# A private forum



## Yvonne G (Dec 9, 2010)

It seems like Jacqui and I have our own little private forum. We've been trying to drum up some interest, but seems like the only new members we're getting are spammers.

Come on by and give us a try:

http://www.reptiliaforum.com/index.php


----------



## Laura (Dec 9, 2010)

how is it differnt from here? pros/cons?


----------



## Yvonne G (Dec 9, 2010)

Josh added these two forums to his repertoire a couple months ago:
reptiliaforum.com
uromastyxforum.com



There IS a section on the reptilia forum for turtles and tortoises, but mostly they're forums for those folks who have other reptiles and uromastyx to get together and talk.


----------



## onarock (Dec 9, 2010)

I signed up and then had to go shower. I felt like I was cheating


----------



## Yvonne G (Dec 9, 2010)

I know what you mean! LOL!


----------



## harris (Dec 9, 2010)

Is said forum advertised anywhere else besides this forum? If not it's tough because this forum is for tortoise die hards and already has branches for other reptiles. I've checked out the new forum. I think once it takes off and grows it could be entertaining. But there's SOOOO many forums out there today.


----------



## Balboa (Dec 9, 2010)

I've checked it out a few times, trouble for me is... torts are my only reptiles at this time and will likely be the only ones I have for some time. LOL


----------



## Jacqui (Dec 9, 2010)

Balboa said:


> I've checked it out a few times, trouble for me is... torts are my only reptiles at this time and will likely be the only ones I have for some time. LOL



And that is perfectly fine. We can still use your tortoise experience/knowledge, not to mention the pleasure of your thoughts, opinions, on other folk's reptiles or just in the open informal chat area. You don't even have to have ANY kind of reptile to join in!





Laura said:


> how is it differnt from here? pros/cons?

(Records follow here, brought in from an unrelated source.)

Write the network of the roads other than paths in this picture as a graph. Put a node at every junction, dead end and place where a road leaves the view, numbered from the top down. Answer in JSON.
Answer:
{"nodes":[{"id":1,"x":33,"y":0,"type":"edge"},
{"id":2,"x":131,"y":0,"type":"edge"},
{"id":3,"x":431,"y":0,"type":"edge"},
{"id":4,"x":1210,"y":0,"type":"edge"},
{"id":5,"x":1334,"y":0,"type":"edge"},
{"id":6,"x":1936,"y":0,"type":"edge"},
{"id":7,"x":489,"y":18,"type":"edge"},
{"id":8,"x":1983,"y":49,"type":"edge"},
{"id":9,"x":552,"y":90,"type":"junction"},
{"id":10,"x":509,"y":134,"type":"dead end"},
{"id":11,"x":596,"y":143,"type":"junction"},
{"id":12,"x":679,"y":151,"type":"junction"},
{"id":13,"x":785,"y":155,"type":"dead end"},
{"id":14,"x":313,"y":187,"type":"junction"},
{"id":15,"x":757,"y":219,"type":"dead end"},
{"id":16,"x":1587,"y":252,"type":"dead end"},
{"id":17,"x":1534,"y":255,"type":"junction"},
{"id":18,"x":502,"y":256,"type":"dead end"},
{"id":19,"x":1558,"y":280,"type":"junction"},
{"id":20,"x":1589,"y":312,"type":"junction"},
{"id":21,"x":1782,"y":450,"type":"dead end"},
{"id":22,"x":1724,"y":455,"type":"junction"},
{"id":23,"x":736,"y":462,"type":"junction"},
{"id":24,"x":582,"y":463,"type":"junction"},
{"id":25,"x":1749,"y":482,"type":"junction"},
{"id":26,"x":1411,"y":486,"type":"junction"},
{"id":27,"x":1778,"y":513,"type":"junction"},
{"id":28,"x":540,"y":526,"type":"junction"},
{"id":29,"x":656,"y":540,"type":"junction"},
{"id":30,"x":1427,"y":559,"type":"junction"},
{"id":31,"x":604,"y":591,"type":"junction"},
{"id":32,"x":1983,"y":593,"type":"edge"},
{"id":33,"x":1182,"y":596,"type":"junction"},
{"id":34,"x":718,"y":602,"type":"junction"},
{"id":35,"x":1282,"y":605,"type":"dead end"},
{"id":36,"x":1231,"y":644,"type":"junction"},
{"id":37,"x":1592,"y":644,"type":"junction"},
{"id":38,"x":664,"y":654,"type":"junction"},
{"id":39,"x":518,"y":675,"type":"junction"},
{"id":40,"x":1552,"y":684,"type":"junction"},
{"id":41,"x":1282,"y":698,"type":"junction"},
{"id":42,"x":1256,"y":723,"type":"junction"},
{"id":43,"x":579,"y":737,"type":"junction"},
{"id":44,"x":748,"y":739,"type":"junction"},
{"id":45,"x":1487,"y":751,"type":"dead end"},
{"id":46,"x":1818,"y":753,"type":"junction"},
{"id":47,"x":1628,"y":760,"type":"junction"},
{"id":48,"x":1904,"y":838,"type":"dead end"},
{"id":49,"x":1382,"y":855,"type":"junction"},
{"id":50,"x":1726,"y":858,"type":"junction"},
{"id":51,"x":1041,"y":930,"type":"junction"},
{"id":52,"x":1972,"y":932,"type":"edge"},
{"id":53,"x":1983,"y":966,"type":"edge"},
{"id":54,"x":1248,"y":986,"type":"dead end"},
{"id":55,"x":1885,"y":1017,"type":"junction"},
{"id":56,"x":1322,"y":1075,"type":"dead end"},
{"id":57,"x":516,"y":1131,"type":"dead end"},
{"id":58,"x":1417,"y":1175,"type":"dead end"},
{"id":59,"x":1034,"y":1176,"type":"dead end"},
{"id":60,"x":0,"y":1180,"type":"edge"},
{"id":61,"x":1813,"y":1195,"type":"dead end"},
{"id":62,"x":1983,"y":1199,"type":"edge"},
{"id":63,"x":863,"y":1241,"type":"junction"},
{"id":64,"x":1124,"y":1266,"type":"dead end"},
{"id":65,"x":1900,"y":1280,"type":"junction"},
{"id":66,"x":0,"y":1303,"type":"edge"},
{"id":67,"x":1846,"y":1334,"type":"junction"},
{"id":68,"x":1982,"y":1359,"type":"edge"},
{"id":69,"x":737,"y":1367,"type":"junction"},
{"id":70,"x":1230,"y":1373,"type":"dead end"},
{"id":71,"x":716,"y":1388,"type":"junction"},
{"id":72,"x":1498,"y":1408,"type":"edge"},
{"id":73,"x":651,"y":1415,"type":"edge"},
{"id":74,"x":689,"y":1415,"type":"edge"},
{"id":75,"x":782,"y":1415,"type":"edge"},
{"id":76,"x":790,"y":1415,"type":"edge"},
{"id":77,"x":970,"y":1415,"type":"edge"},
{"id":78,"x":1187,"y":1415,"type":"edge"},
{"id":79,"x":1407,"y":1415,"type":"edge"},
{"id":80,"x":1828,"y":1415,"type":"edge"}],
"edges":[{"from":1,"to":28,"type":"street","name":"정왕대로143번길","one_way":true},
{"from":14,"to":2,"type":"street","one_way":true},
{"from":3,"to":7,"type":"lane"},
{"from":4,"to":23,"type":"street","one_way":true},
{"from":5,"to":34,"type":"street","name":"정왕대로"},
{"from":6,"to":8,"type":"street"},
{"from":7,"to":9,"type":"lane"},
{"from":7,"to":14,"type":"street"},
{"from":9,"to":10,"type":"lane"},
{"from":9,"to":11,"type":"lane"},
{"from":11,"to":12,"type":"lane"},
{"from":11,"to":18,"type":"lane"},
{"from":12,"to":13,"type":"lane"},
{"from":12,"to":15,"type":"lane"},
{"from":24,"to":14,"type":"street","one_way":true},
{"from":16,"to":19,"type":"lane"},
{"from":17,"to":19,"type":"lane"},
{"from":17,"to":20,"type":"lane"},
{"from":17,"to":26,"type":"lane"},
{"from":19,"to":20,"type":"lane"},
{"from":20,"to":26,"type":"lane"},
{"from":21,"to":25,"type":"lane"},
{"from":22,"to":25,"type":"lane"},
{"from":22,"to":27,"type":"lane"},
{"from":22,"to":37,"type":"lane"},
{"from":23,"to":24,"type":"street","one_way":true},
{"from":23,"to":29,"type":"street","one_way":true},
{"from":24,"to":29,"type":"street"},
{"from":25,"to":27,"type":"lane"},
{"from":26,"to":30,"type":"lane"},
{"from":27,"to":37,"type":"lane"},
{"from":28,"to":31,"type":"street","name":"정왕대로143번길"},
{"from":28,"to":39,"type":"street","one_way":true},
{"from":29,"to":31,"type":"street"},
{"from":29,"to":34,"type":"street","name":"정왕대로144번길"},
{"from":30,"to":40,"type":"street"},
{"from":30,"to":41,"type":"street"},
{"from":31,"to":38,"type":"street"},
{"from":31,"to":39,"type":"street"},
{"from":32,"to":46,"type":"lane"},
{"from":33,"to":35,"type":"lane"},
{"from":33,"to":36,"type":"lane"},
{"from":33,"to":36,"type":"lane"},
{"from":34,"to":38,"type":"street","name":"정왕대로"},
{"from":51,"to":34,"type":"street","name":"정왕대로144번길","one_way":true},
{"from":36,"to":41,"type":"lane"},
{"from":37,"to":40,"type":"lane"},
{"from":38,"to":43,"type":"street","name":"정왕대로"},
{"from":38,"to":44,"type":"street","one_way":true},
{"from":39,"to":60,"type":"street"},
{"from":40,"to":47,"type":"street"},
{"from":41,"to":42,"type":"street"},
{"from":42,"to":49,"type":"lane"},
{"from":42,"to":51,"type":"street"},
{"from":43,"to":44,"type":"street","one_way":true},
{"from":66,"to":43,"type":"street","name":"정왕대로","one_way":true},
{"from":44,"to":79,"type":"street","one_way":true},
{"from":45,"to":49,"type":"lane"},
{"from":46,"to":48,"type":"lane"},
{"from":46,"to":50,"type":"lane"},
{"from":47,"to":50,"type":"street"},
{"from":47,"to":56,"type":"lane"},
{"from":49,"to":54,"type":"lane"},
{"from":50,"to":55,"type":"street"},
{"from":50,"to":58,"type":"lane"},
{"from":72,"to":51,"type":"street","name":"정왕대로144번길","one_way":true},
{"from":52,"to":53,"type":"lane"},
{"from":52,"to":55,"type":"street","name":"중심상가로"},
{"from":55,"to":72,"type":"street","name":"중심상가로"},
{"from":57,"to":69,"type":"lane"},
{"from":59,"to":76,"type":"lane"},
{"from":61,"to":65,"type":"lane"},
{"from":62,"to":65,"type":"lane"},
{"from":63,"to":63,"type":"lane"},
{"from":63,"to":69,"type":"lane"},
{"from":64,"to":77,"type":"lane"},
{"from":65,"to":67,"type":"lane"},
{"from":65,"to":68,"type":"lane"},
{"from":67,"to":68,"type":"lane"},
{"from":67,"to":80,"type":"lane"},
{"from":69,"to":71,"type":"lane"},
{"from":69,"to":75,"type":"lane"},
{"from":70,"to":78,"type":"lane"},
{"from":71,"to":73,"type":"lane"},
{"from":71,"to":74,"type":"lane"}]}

To me, the biggest difference is we are in our first stumbling infancy steps, much like we were here in TO just a few short years ago. With luck and a lot of help from the folks like you in here, we can get this new forum off on the same footing as this one. A friendly forum with good advice and some joking around, too. 

We do have areas for other reptiles which are on equal footing with tortoises, rather then the tortoises being the primary area as in here at TO. In TO the other reptiles, amphibians, and inverts are kinda more hidden in the overall forum picture.

Belonging to a site that is for all reptiles gives you a chance to better learn about all those other unique and interesting animals. You also are usually kept aware of legal issues which currently may be moving more toward limiting snakes or amphibians, but may well be first steps toward limiting tortoise keeping too.


----------



## terryo (Dec 9, 2010)

Gee...I forgot all about that forum until I just read this thread.


----------



## yagyujubei (Dec 10, 2010)

I don't know, seems kinda redundant to me.


----------



## dmmj (Dec 10, 2010)

I joined same screen name, but since I get most if not all my info here I don't visit very often.


----------



## ALDABRAMAN (Dec 13, 2010)

I signed up. Seems redundant. I have no interest in a second forum. It reminds me of the kingsnake forum, very inactive.


----------



## SILVERSTAR (Dec 13, 2010)

I used to be on repticzone.com but after i got my tortoise i needed to find a better information source and im happy to have found it. i own quite a few reptiles.


----------